And it's a doozy of a film. Inception tells the story of...well, it's really hard to explain without giving everything away, so here's the simple version: Cobb and his crew (which includes Joseph Gordon-Levitt, Ellen Page, Ken Watanabe, Tom Hardy, and Dileep Rao) have to enter the dreams of a businessman (Cillian Murphy) to plant an idea into his head. This, of course, is much more difficult than their usual work - stealing information from the subconscious - because inception has to be naturally inspired, or at least appear to be. This leads to some of the most inventive storytelling I've seen on film in a long time.
Inception is a lot of different kinds of films at once. On the surface, it's a heady piece of science fiction, but most of its intelligence (and it is very intelligent) comes from its ideas of the concepts of dreams and the subconscious. Nolan expertly provides us with intricate detail into how his dream world works; don't expect flying horses and buildings made of chocolate, though, because these dreams more closely mimic reality, with subtle (and sometimes not-so-subtle) differences. The technology Cobb and company use is never explained, nor is there anything else noticeably futuristic about the setting of the film, which benefits the film in not having to explain a new world (at least one within our reality). But at it's heart Inception is really a fun, entertaining heist film, a kind of thinking-man's Ocean's 11.
Performance-wise, the cast is great all around. DiCaprio gives his best performance in a long time, making Cobb into a complex and intriguing figure, even as he is unraveling. Page's role isn't huge, but she gives the film some heart by helping Cobb wrestle with his inner demons, particularly the always-fantastic Marion Cotillard, who plays his wife, Mal. Both actresses give great performances, though I will admit my bias toward them (see my header). The true scene-stealers, though, are Gordon-Levitt, who exudes an intelligence and suave that is new, and Hardy, a "forger" who get's the best lines and some of the best moments.

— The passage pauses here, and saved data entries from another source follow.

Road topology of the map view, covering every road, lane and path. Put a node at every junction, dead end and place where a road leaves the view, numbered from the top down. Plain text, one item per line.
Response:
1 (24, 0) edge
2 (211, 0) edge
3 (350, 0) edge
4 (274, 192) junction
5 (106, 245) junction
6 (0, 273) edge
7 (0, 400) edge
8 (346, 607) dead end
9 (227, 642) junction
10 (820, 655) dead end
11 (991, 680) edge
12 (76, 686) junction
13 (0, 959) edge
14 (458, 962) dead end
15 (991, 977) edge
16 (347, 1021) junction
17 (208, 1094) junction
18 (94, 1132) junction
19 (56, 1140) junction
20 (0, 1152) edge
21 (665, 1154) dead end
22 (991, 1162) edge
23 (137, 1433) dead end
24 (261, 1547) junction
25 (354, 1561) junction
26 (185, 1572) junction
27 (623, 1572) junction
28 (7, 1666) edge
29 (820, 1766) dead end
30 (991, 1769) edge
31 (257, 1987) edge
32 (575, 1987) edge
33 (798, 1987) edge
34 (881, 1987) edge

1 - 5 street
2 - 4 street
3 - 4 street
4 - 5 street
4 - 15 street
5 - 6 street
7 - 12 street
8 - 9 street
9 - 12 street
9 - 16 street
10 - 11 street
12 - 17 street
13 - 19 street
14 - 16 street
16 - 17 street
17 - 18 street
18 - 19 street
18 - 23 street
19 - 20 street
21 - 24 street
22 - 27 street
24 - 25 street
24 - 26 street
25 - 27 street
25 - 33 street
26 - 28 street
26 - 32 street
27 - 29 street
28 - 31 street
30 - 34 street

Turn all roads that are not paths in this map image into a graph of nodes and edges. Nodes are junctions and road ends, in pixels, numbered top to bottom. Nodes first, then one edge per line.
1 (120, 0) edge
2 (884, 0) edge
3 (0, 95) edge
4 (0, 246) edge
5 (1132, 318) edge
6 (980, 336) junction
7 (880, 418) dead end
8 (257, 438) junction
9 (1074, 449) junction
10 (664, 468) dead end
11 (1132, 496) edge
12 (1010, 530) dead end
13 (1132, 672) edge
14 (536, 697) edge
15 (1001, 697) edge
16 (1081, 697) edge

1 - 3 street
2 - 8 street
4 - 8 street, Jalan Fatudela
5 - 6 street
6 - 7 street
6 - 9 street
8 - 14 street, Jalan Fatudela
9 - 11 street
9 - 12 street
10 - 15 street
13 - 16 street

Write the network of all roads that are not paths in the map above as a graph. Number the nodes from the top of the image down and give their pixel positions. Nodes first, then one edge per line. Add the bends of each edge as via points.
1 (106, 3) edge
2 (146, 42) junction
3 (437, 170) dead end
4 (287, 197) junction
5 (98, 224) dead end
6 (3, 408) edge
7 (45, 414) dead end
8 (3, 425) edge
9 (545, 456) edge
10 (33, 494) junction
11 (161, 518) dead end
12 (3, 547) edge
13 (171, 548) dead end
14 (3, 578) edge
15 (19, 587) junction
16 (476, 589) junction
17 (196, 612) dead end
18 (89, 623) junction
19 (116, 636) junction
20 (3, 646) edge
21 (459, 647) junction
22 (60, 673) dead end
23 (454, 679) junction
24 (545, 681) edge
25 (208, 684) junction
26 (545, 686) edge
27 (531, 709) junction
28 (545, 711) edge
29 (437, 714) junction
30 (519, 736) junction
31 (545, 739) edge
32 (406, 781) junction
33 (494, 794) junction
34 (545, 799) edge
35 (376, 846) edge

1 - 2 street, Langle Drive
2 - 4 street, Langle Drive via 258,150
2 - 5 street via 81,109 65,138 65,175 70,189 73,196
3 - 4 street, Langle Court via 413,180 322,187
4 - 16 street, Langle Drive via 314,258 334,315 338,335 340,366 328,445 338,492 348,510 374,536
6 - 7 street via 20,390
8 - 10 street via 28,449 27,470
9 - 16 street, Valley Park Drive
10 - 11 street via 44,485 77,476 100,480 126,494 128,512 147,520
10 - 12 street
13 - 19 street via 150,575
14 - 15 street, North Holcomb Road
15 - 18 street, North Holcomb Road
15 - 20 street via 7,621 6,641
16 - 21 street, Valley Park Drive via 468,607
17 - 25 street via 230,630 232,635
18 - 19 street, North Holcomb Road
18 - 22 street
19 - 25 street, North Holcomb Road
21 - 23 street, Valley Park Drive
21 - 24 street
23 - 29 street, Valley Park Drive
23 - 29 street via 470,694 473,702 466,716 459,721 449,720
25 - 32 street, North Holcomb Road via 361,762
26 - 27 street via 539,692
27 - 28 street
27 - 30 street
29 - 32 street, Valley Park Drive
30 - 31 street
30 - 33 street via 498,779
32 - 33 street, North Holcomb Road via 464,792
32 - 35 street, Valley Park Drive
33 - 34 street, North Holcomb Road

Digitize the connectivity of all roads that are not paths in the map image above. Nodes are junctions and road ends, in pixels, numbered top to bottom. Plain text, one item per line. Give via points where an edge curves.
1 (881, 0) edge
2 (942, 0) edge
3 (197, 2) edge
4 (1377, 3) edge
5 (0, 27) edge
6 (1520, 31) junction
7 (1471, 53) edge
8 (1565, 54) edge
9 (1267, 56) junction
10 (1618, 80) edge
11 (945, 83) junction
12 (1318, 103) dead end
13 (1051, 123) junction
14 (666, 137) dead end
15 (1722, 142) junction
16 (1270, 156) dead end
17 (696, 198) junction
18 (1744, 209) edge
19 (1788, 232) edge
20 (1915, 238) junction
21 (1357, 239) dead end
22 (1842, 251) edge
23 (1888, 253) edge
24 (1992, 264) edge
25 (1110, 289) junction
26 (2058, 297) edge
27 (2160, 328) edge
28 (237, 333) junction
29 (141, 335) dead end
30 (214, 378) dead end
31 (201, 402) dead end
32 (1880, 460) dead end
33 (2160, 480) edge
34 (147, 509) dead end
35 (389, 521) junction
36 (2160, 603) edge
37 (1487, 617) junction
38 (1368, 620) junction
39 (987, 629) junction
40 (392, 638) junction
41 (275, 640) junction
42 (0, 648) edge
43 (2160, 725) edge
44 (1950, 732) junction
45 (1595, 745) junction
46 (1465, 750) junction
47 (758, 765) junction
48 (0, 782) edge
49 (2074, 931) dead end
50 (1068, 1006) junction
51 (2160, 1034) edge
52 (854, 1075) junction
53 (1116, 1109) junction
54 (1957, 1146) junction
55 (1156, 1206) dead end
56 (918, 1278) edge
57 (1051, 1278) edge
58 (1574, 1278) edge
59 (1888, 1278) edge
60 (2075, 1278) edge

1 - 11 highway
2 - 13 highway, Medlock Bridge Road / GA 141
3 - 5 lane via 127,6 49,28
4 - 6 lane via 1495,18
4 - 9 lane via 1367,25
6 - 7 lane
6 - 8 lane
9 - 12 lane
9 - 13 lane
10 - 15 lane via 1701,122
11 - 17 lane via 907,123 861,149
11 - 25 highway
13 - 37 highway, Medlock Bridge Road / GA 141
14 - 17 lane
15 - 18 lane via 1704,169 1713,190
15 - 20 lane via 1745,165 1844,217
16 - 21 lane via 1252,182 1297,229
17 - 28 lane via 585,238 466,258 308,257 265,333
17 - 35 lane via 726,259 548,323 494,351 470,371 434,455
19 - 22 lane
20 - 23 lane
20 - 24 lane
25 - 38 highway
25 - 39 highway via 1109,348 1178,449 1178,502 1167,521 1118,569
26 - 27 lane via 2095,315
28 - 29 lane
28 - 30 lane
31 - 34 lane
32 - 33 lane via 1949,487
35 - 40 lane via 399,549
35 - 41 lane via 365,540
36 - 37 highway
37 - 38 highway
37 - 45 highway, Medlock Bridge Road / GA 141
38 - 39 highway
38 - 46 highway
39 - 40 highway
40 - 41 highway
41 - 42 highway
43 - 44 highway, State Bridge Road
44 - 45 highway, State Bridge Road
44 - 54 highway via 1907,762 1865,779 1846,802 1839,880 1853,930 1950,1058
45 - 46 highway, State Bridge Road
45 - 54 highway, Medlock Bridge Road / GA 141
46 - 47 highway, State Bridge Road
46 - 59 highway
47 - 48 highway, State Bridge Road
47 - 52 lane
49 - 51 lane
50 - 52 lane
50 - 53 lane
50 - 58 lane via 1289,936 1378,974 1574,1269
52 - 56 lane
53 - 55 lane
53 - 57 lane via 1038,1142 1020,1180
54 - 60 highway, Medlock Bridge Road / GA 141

The real star of the film, though, is Nolan, whose labyrinthine script plays concepts of psychology and physics that's not hard to follow as long as you pay close attention. Inception isn't the kind of film that let's you turn your brain off; it requires you to remember all of it's concepts and recall previous events from the film. And Nolan's direction toys with the concepts of time and, perhaps the film's biggest theme, perception vs. reality. I have to admit that, as the credits rolled and I was walking out of the theater, I found myself wondering whether or not I was dreaming at that moment. And that's part of what makes Inception such a masterpiece: its an autuerist film made in the mainstream, which, you must understand, is something that until the last decade simply did not exist.
Not to be ignored, though, is Wally Pfister's brilliant cinematography. Pfister has long collaborated with Nolan, having shot all of his films since Memento. His incredible images, including slow-motion shots, zero-gravity shots, and cities folding in on themselves, enhance the dreamlike state of the film. And in perhaps his greatest achievement here, he doesn't present the "reality" scenes any different from the "dream" scenes, furthering the question of what is real and what is not.
Inception, in my opinion, is a cinematic masterpiece. It's intelligent enough to make you think, with rich characters, heart-pumping action, and a great emotional through-line. It's a heist film with a Ph.D that never leaves you out in the cold.